AFPI: Permintaan pembiayaan UMKM pada 2026 akan mencapai Rp4.300 triliun, suplai hanya Rp1.900 triliun

- 16 Juli 2023 - 05:55

digitalbank.id – Permintaan pembiayaan UMKM masih terpusat di Jawa dan Bali, yakni 62% dari total pembiayaan UMKM di Indonesia pada 2022 dan akan menjadi 61% pada 2026. Adapun pada 2022, total supply pembiayaan UMKM Rp1.400 triliun dan pada 2026 akan menjadi Rp1.900 triliun.

Total kebutuhan pembiayaan UMKM pada 2026 diproyeksikan akan mencapai Rp4.300 triliun dengan kemampuan supply hanya Rp1.900 triliun. Artinya terdapat selisih atau gap sebesar Rp2.400 triliun dari total kebutuhan pembiayaan.

Ketua Bidang Humas Asosiasi Fintech Pendanaan Bersama Indonesia (AFPI) sekaligus CEO & Founder Amartha, Andi Taufan Garuda Putra mengatakan, penyebaran permintaan pembiayaan di seluruh wilayah tidak seragam karena memiliki komposisi klaster yang unik.

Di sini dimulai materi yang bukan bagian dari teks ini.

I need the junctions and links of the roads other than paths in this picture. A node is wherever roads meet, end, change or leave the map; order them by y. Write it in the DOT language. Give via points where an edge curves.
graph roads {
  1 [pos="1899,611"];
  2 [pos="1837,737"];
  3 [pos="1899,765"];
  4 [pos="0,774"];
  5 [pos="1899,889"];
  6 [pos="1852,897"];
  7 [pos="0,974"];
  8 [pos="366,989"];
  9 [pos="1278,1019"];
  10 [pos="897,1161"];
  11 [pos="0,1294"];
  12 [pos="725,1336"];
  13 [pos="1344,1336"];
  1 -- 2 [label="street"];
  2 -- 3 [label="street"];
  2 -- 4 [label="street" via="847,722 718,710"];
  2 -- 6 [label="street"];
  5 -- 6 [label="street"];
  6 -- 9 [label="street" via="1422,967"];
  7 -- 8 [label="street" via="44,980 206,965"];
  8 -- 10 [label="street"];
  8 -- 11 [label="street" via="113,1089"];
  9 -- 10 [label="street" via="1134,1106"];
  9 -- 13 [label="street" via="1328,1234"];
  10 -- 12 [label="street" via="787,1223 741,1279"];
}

“Sampai saat ini akses pendanaan masih terbatas di sejumlah wilayah tersebut. Sedangkan untuk usaha skala besar yang masih belum matang (Segmen Bisnis Konvensional Bertahan) masih mendominasi permintaan pembiayaan di Kalimantan. Kondisi ini membutuhkan kombinasi program pembiayaan dan kesadaran untuk membantu UMKM tumbuh optimal,” ujarnya di Jakarta akhir pekan ini.

AFPI bersama dengan EY Parthenon Indonesia merilis hasil riset tentang segmentasi usaha mikro, kecil, dan menengah (UMKM) di Indonesia. Riset ini ditujukan untuk berbagai pemangku kepentingan, termasuk bagi fintech p2p lending guna mengoptimalkan penyaluran pinjaman produktif.

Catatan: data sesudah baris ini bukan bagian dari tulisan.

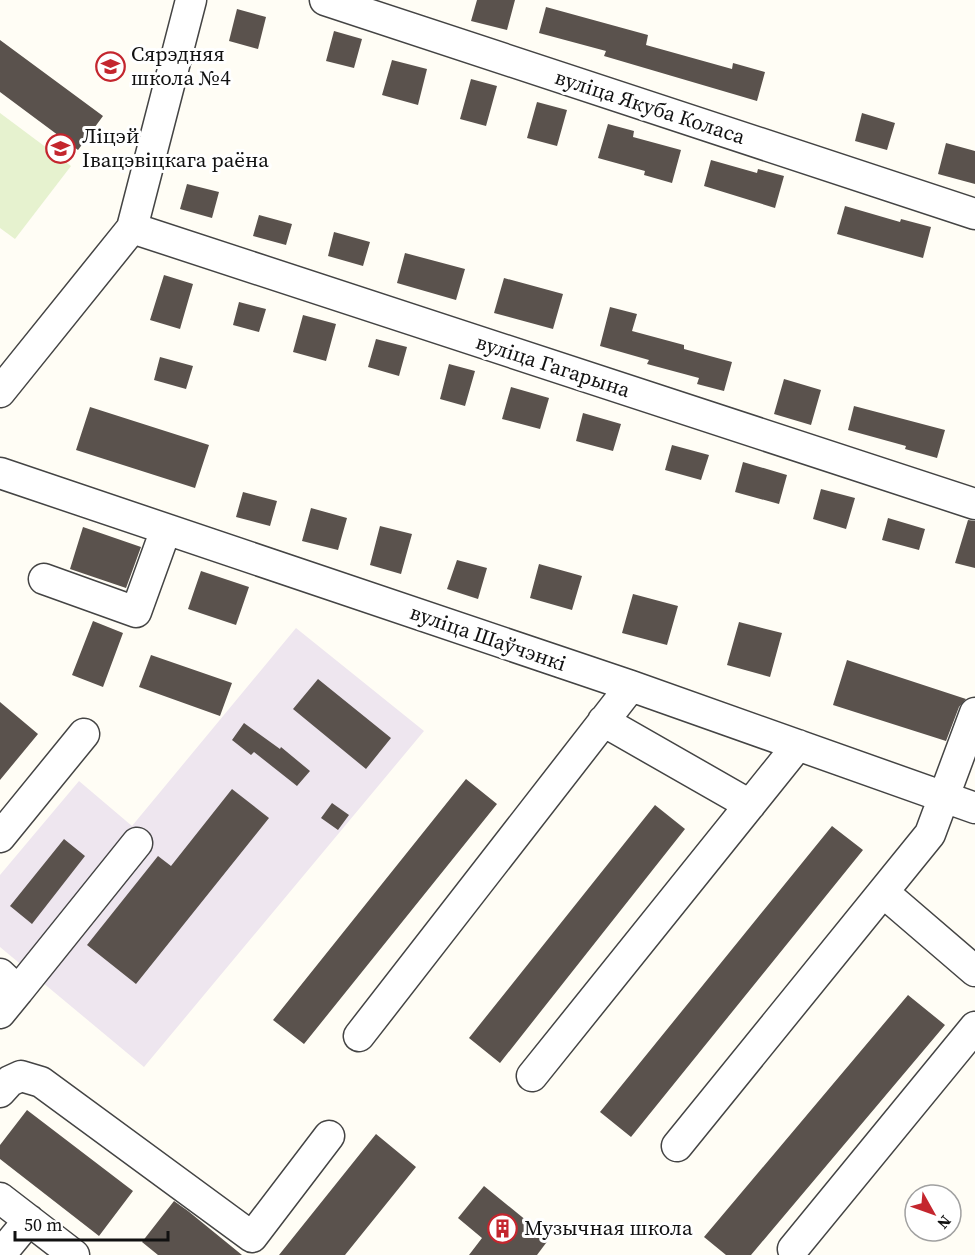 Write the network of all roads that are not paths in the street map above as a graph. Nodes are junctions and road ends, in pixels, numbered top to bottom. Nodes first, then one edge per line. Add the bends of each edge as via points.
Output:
1 (191, 0) edge
2 (325, 0) edge
3 (975, 214) edge
4 (132, 228) junction
5 (0, 392) edge
6 (0, 473) edge
7 (975, 504) edge
8 (166, 529) junction
9 (44, 579) dead end
10 (631, 686) junction
11 (975, 713) edge
12 (603, 721) junction
13 (84, 734) dead end
14 (798, 745) junction
15 (943, 797) junction
16 (750, 805) junction
17 (975, 808) edge
18 (0, 837) edge
19 (137, 843) dead end
20 (883, 892) junction
21 (975, 972) edge
22 (6, 993) edge
23 (975, 1027) edge
24 (359, 1036) dead end
25 (532, 1076) dead end
26 (0, 1092) edge
27 (329, 1136) dead end
28 (677, 1146) dead end
29 (0, 1198) edge
30 (29, 1220) junction
31 (793, 1249) dead end
32 (0, 1255) edge
33 (74, 1255) edge

1 - 4 street
2 - 3 street, вуліца Якуба Коласа
4 - 5 street
4 - 7 street, вуліца Гагарына
6 - 8 street, вуліца Шаўчэнкі
8 - 9 street via 136,612
8 - 10 street, вуліца Шаўчэнкі
10 - 12 street
10 - 14 street, вуліца Шаўчэнкі
11 - 15 street
12 - 16 street
12 - 24 street
13 - 18 street
14 - 15 street, вуліца Шаўчэнкі
14 - 16 street
15 - 17 street, вуліца Шаўчэнкі
15 - 20 street via 930,834
16 - 25 street
19 - 22 street
20 - 21 street
20 - 28 street
23 - 31 street
26 - 27 street via 21,1076 41,1082 252,1237
29 - 30 street
30 - 32 street
30 - 33 street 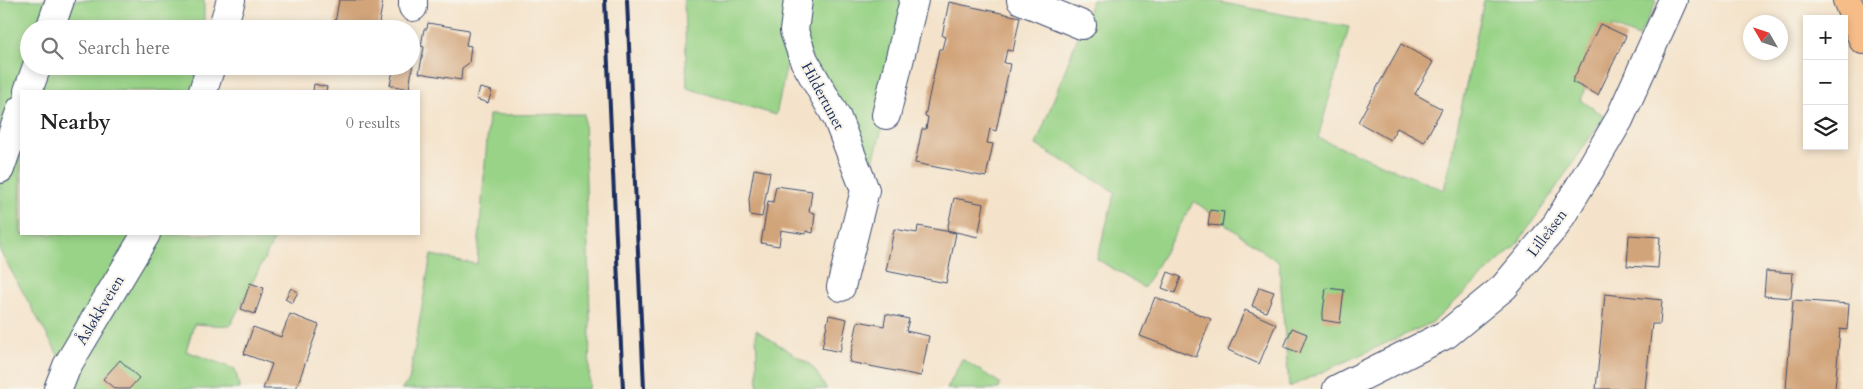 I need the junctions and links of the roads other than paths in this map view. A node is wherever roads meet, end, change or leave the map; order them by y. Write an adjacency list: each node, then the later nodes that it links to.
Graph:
1 (60, 0): 8 (street)
2 (231, 0): 9 (street)
3 (798, 0): 20 (street, Hildertunet)
4 (914, 0): 17 (street)
5 (1021, 0): 10 (street)
6 (1673, 0): 22 (street, Lilleåsen)
7 (1848, 0): 11 (main road)
8 (53, 20)
9 (225, 20)
10 (1082, 25)
11 (1863, 40)
12 (34, 75): 14 (street)
13 (208, 75): 15 (street)
14 (28, 90)
15 (203, 90)
16 (20, 112): 18 (street)
17 (886, 114)
18 (0, 169)
19 (145, 235): 21 (street, Åsløkkveien)
20 (841, 287)
21 (58, 389)
22 (1337, 389)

Riset berjudul “Studi Pasar dan Advokasi Kebijakan UMKM Indonesia” itu membagi empat segmentasi UMKM menjadi Kelompok Bisnis Prospektif, Kelompok Kebutuhan Dasar, Kelompok Bisnis Konvensional Bertahan, dan Kelompok Bisnis Unggul. Masing-masing kelompok dibedakan berdasarkan karakteristik, skala, dan tren yang berkembang.

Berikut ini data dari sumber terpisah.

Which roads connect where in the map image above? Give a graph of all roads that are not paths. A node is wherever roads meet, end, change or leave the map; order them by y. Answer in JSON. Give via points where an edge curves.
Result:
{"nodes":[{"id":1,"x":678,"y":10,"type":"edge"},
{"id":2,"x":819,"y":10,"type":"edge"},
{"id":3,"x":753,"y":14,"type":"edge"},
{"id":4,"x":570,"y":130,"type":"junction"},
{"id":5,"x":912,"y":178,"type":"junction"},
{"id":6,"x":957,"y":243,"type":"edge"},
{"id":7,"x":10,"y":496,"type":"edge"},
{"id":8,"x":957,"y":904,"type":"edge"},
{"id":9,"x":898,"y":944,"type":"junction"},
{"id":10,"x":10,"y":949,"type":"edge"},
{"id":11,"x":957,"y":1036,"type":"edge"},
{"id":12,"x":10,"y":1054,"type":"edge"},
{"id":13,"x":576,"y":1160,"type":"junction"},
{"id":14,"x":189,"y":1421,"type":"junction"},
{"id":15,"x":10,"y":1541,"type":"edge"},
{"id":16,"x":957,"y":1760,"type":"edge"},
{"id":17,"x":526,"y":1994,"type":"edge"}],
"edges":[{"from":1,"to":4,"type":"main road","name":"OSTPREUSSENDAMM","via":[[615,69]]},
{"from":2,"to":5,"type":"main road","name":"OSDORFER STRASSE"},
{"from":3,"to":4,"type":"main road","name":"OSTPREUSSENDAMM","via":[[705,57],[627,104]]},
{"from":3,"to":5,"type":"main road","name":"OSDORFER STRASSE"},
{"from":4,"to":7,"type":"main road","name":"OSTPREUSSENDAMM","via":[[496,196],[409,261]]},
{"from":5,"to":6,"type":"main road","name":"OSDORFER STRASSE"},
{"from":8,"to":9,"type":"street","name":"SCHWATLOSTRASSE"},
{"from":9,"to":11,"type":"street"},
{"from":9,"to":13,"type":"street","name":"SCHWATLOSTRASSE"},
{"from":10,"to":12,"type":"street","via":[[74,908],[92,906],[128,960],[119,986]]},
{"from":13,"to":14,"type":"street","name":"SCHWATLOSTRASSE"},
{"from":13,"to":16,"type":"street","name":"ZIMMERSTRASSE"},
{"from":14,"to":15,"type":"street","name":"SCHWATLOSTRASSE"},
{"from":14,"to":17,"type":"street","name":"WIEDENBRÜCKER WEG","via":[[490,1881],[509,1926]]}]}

Segmentasi tersebut dirancang untuk melengkapi pengelompokan berdasarkan modal usaha dan pendapatan per annum sesuai PP No 7 Tahun 2021.

Untuk Kelompok Bisnis Prospektif diklasifikasikan sebagai bisnis skala ultramikro dan mikro dengan literasi digital dan keuangan tinggi, serta memiliki potensi kemampuan perencanaan bisnis. Sedangkan Kelompok Kebutuhan Dasar merupakan bisnis skala ultramikro dan mikro dengan literasi digital dan keuangan rendah, menghasilkan potensi risiko pembiayaan yang lebih tinggi.

Adapun Kelompok Bisnis Konvensional Bertahan, yaitu bisnis skala kecil hingga menengah (UKM) dengan literasi digital dan keuangan rendah, hanya berfokus pada mempertahankan kondisi status quo mereka. Sedangkan Kelompok Bisnis Unggul adalah bisnis skala kecil hingga menengah dengan literasi digital dan keuangan tinggi, memiliki daya tarik tertinggi dalam hal pendanaan.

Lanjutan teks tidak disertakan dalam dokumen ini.